School teaches HSC students wrong maths lessons

Wednesday, 23 August 2017, 12:36:33 PM. YEAR 12 is already stressful enough, but for some HSC students it just got worse.

NSW’s education minister is “furious” a rural NSW high school has taught senior students the wrong maths lessons for the past eight months.

Year 11 students at Coonamble High School in the state’s central western plains have reportedly been taught the incorrect Mathematics General syllabus since the beginning of the year.

The school’s principal and a representative from the Department of Education met on Tuesday night to discuss a solution and reportedly advised students to do their best in the upcoming final exams.

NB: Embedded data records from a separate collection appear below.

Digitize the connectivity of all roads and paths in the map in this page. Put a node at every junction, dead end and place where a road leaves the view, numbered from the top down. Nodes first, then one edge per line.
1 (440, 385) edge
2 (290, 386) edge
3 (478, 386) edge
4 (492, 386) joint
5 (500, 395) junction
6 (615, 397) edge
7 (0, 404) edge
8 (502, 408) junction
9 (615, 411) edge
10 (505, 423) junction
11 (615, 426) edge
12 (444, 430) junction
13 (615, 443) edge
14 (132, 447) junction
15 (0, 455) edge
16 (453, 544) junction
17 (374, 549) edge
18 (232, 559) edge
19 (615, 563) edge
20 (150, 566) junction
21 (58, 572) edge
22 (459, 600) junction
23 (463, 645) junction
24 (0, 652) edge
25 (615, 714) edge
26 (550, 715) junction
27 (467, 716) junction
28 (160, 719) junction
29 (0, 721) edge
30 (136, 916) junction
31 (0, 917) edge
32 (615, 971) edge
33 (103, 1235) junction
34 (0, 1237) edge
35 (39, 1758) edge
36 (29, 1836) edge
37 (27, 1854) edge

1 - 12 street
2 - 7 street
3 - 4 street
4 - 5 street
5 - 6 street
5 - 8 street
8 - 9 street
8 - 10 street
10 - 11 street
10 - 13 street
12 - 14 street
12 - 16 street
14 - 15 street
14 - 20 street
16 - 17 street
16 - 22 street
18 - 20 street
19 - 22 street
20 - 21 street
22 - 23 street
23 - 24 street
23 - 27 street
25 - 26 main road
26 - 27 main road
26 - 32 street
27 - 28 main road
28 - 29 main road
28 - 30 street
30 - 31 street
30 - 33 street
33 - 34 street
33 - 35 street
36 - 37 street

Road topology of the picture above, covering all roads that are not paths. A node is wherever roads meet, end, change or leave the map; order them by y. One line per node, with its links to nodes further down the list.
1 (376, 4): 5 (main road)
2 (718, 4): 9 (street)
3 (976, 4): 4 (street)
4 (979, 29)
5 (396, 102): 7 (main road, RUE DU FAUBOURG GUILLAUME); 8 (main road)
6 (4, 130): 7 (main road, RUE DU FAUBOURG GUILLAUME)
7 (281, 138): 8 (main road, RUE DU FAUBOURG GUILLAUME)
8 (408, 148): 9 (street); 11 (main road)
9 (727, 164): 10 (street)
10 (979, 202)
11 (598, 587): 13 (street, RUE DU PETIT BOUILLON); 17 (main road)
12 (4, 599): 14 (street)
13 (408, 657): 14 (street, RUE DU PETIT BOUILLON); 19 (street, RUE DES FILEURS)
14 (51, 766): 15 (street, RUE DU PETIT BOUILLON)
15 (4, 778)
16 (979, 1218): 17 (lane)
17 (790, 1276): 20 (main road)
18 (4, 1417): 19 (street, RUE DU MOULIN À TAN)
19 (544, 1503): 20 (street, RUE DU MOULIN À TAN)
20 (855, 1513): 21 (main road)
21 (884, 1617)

NSW Education Minister Rob Stokes said he was absolutely appalled by the oversight and said the solution was not acceptable.

“I’m angry on their behalf, if this was my child I would be furious,” he told 2GB Radio on Wednesday.

“What the school has come up with, in my view, is not acceptable.

“One of the solutions offered (at Tuesday’s meeting) was if they don’t do well they can do it again next year. That’s clearly a laughable solution.”

school-teaches-hsc-students-wrong-maths-lessons photo 1

Students at Coonamble High School taught wrong maths lessons. Picture: Google MapsSource:Supplied

The results from Year 11 do not directly affect a student’s HSC or ATAR mark but the lessons provide a necessary foundation for the final year of schooling, AAP understands.

Mr Stokes said he has instructed a representative of the Education Standards Authority to visit Coonamble High School and find a solution to ensure the students are not disadvantaged.

“I’ve made it clear that I want disciplinary matters looked into,” he added.

The minister said he was “appalled”.

“This is not good enough, my heart goes out to the students and their parents. I’m angry on their behalf,” he said.

It was suggested students cram before and after school for the next eight weeks to learn the correct maths curriculum before the next exam.

2GB’s Ray Hadley said the six students affected and their parents were distressed.

“They had a meeting yesterday with the NSW schools director and the school principal,” he said.

“The only solution for them was to study before and after school for the next eight weeks to cram for the exam.

“Now we’re talking about 16 and 17-year-old children being put under pressure an adult couldn’t deal with.

“It’s not fair, I don’t know what the answer is, you can’t just say do you best the next couple of months and if you fail well chewy on your boot.”

Mr Stokes said he agreed and the solution the school arrived at was not acceptable.

He said somebody from the Education Standards Authority would be sent out to the school to determine the best way to support students and ensure they’re not disadvantaged.

“The system has failed these students and we need to make it up to them,” he said.

The Department of Education has been contacted for comment.